> _Data for processing_:

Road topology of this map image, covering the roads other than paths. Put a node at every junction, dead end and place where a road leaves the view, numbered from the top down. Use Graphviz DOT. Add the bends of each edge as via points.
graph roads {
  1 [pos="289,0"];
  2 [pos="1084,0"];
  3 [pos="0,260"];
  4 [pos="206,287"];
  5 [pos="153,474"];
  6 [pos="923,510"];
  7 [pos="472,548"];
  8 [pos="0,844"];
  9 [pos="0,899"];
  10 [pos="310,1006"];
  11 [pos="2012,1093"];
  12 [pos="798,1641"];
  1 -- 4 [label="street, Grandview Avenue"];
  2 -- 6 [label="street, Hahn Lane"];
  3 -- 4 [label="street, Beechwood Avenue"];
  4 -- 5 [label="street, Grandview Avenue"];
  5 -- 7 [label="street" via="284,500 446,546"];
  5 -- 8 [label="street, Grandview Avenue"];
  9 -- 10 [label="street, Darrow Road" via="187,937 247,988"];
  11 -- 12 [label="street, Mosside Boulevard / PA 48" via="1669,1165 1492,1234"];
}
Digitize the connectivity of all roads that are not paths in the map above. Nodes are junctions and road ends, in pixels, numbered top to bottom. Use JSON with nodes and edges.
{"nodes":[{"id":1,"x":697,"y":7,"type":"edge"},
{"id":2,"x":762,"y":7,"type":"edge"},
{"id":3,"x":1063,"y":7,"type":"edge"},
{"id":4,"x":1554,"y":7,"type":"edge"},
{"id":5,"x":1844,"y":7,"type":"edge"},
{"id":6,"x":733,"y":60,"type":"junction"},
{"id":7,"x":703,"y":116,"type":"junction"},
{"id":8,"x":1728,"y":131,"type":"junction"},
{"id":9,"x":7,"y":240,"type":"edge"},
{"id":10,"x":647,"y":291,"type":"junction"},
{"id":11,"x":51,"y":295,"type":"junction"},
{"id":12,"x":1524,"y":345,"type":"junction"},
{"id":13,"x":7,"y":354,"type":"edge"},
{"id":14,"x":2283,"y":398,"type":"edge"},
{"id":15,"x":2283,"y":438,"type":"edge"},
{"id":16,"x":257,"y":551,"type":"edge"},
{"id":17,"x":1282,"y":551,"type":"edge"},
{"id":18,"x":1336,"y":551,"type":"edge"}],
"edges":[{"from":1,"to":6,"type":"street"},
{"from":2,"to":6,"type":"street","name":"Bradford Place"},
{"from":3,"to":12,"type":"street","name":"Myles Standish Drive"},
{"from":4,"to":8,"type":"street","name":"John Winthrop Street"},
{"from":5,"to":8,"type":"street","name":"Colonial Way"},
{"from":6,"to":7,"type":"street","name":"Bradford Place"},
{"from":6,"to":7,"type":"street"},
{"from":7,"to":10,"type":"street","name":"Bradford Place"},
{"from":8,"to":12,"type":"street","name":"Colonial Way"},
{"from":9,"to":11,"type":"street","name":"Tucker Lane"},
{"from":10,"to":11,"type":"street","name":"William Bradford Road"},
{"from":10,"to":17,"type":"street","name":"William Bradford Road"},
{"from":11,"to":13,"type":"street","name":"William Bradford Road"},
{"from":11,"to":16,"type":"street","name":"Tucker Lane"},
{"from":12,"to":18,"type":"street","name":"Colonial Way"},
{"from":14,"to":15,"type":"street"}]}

> _Work request_: Nothing in the records may change; output all of them exactly.

> _Expected answer_:
Road topology of this map image, covering the roads other than paths. Put a node at every junction, dead end and place where a road leaves the view, numbered from the top down. Use Graphviz DOT. Add the bends of each edge as via points.
graph roads {
  1 [pos="289,0"];
  2 [pos="1084,0"];
  3 [pos="0,260"];
  4 [pos="206,287"];
  5 [pos="153,474"];
  6 [pos="923,510"];
  7 [pos="472,548"];
  8 [pos="0,844"];
  9 [pos="0,899"];
  10 [pos="310,1006"];
  11 [pos="2012,1093"];
  12 [pos="798,1641"];
  1 -- 4 [label="street, Grandview Avenue"];
  2 -- 6 [label="street, Hahn Lane"];
  3 -- 4 [label="street, Beechwood Avenue"];
  4 -- 5 [label="street, Grandview Avenue"];
  5 -- 7 [label="street" via="284,500 446,546"];
  5 -- 8 [label="street, Grandview Avenue"];
  9 -- 10 [label="street, Darrow Road" via="187,937 247,988"];
  11 -- 12 [label="street, Mosside Boulevard / PA 48" via="1669,1165 1492,1234"];
}
Digitize the connectivity of all roads that are not paths in the map above. Nodes are junctions and road ends, in pixels, numbered top to bottom. Use JSON with nodes and edges.
{"nodes":[{"id":1,"x":697,"y":7,"type":"edge"},
{"id":2,"x":762,"y":7,"type":"edge"},
{"id":3,"x":1063,"y":7,"type":"edge"},
{"id":4,"x":1554,"y":7,"type":"edge"},
{"id":5,"x":1844,"y":7,"type":"edge"},
{"id":6,"x":733,"y":60,"type":"junction"},
{"id":7,"x":703,"y":116,"type":"junction"},
{"id":8,"x":1728,"y":131,"type":"junction"},
{"id":9,"x":7,"y":240,"type":"edge"},
{"id":10,"x":647,"y":291,"type":"junction"},
{"id":11,"x":51,"y":295,"type":"junction"},
{"id":12,"x":1524,"y":345,"type":"junction"},
{"id":13,"x":7,"y":354,"type":"edge"},
{"id":14,"x":2283,"y":398,"type":"edge"},
{"id":15,"x":2283,"y":438,"type":"edge"},
{"id":16,"x":257,"y":551,"type":"edge"},
{"id":17,"x":1282,"y":551,"type":"edge"},
{"id":18,"x":1336,"y":551,"type":"edge"}],
"edges":[{"from":1,"to":6,"type":"street"},
{"from":2,"to":6,"type":"street","name":"Bradford Place"},
{"from":3,"to":12,"type":"street","name":"Myles Standish Drive"},
{"from":4,"to":8,"type":"street","name":"John Winthrop Street"},
{"from":5,"to":8,"type":"street","name":"Colonial Way"},
{"from":6,"to":7,"type":"street","name":"Bradford Place"},
{"from":6,"to":7,"type":"street"},
{"from":7,"to":10,"type":"street","name":"Bradford Place"},
{"from":8,"to":12,"type":"street","name":"Colonial Way"},
{"from":9,"to":11,"type":"street","name":"Tucker Lane"},
{"from":10,"to":11,"type":"street","name":"William Bradford Road"},
{"from":10,"to":17,"type":"street","name":"William Bradford Road"},
{"from":11,"to":13,"type":"street","name":"William Bradford Road"},
{"from":11,"to":16,"type":"street","name":"Tucker Lane"},
{"from":12,"to":18,"type":"street","name":"Colonial Way"},
{"from":14,"to":15,"type":"street"}]}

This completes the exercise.